I know many of you use summer as the time to jump-start your lifestyle change. I thought it would be important for you to hear helpful tips from people who have lost 50-100 pounds.
But before you blast through these tips, let me just ask you one thing: Aren't you ready to make the change? Come on, the sun is warming up our bones, and it's time to seize the chance to be healthier. As a result of improving some of your habits, you'll look and feel great. So if you want to go for it, make the decision, and then the commitment, and then let's do it.
There's nothing unusual about the people who used these tips to accomplish success. They live all around the country - some are working, and some are stay-at-home moms.

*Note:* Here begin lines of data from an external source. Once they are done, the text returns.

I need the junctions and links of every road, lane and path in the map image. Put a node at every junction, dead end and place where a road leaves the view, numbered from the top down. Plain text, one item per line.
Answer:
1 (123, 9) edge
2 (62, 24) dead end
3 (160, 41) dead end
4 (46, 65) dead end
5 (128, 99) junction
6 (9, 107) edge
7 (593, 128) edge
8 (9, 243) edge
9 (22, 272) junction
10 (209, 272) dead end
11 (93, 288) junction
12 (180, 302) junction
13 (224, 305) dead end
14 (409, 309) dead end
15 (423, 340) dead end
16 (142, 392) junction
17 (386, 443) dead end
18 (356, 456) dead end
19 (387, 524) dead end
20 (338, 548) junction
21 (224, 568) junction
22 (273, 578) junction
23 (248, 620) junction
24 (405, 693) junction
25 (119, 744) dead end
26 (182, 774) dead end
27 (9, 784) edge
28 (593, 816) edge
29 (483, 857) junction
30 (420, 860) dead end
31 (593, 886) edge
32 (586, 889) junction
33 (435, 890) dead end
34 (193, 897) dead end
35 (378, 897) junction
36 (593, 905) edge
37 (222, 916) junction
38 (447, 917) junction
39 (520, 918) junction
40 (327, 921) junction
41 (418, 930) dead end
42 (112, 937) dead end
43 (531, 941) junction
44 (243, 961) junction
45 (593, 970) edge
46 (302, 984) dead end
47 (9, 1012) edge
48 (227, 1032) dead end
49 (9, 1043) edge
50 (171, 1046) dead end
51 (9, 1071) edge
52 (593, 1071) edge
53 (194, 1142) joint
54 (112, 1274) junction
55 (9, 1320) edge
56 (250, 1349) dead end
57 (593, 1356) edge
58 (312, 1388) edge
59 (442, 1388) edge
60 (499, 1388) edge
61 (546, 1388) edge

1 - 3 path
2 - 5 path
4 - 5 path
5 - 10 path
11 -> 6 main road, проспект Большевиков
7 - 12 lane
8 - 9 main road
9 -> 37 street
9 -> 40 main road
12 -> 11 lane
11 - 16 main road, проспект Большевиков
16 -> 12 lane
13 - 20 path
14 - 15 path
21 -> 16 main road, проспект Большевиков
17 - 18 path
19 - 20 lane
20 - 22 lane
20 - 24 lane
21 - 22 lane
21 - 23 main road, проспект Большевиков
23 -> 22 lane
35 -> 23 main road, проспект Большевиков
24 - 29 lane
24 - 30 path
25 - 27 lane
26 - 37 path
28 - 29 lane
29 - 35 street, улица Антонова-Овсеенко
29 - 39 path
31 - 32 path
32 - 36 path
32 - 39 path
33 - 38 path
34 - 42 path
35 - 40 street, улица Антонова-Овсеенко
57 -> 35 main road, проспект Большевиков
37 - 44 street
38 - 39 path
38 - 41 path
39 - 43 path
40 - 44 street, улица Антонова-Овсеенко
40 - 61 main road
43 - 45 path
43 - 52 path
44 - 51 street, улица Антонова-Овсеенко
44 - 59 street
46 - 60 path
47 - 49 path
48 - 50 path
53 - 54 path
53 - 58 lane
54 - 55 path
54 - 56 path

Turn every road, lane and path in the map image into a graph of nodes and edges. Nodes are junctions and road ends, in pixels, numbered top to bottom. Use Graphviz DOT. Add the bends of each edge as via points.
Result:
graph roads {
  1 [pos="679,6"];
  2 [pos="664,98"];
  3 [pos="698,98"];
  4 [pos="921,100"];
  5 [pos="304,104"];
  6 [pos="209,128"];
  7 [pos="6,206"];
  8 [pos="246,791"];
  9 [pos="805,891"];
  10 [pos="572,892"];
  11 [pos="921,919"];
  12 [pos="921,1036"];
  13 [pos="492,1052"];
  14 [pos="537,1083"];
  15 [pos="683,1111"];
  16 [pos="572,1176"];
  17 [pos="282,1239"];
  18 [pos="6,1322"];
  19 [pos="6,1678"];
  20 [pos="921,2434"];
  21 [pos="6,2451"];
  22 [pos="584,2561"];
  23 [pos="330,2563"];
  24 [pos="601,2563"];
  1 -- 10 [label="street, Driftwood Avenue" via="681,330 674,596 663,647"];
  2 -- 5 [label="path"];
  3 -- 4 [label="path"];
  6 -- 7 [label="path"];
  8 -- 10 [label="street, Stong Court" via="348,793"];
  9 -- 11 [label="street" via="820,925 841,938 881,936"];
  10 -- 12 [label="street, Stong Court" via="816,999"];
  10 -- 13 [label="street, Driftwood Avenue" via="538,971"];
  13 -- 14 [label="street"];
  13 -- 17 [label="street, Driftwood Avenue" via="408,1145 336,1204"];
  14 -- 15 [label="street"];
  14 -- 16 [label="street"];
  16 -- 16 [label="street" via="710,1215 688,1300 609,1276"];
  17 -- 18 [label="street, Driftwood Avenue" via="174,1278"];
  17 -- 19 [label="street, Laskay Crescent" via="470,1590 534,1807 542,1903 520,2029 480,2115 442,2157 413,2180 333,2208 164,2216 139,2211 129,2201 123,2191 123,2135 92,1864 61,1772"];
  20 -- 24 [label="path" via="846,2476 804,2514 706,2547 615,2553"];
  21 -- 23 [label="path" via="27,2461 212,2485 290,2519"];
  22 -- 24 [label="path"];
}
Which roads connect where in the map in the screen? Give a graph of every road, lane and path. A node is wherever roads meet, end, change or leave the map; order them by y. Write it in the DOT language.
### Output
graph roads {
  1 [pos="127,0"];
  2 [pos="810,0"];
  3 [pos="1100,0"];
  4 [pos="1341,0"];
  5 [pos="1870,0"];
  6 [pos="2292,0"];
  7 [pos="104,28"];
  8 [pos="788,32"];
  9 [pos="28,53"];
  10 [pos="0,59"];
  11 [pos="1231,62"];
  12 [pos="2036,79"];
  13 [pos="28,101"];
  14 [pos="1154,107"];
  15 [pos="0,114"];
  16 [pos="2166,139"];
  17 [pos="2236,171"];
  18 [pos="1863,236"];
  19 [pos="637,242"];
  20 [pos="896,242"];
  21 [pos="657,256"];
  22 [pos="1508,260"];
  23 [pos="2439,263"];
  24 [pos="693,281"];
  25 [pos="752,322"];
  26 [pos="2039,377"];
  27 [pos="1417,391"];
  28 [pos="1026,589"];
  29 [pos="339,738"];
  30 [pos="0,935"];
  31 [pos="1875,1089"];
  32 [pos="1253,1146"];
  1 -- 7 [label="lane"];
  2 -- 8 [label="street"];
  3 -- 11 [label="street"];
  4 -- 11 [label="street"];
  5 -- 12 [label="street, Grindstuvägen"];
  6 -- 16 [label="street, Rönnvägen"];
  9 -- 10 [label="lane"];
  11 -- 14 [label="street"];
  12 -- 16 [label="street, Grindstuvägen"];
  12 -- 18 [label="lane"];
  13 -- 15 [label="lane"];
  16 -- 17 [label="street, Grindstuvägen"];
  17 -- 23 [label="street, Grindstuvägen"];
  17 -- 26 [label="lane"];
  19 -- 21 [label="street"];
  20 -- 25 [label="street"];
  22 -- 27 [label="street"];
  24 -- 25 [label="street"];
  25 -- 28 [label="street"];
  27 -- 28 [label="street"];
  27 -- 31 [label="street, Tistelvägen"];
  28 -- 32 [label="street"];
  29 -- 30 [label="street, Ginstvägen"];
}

1. Have your food plan organized. When it comes to eating, don't wing it. While you're starting out, you could even have your entire day or week mapped out for you. Put the list of meals in the kitchen (on the fridge or oven) or in a notebook so you already know mentally and emotionally what you're going to be putting in your mouth.
It's even a great idea to have healthy snacks in the office or in the car in case you find yourself hungry while on the road or working late. Make sure to also control the portions of your healthy snacks. Put them in individual-serving containers, so it's easy to see where the cutoff point is.
2. Create a plan that you can stick to for the long haul. This isn't a diet mentality. This is about finding a way of eating and exercising that you can live with. The plan should reflect who you are and how you live your life. For example, some of the individuals said they weren't willing or able to stop eating out as much, so it became important for them to learn how to eat healthier while dining out.
3. Find someone to go to battle with. Let's face it - it's just so much easier not to go it alone. Call a friend and see if they want to take on this adventure with you. Talk about how your experience is going, and surround yourself with people who are supporting your goals. If they're trying to tempt you with foods, then either stay away from them or ask them to stop. People will quickly learn and respect that you are dead serious.
4. Take it one week at a time. It's better not to tell yourself you need to lose 20, 30, 60, or 100 pounds. Just shoot for a pound or two a week. This is a healthy and realistic goal. If you stick to it, think about how much weight that'll be by the end of the year. You'll feel good about your mini-accomplishments each week that feed into your greater goal.
5. Don't punish yourself if you have an off-day or meal. If you fall off the wagon, don't let that throw you off course. Hey, we're all learning and we're all human, so give yourself a break. Be disciplined with yourself, but not to the point that it keeps you from succeeding.
6. Get professional help. Starting out can be frustrating and confusing. If you're able to find a good nutritionist to talk to at least once, make an appointment. Finding a pro is great, but if you don't have access to someone, then hit the library and find some books that are appealing to you to get some guidance.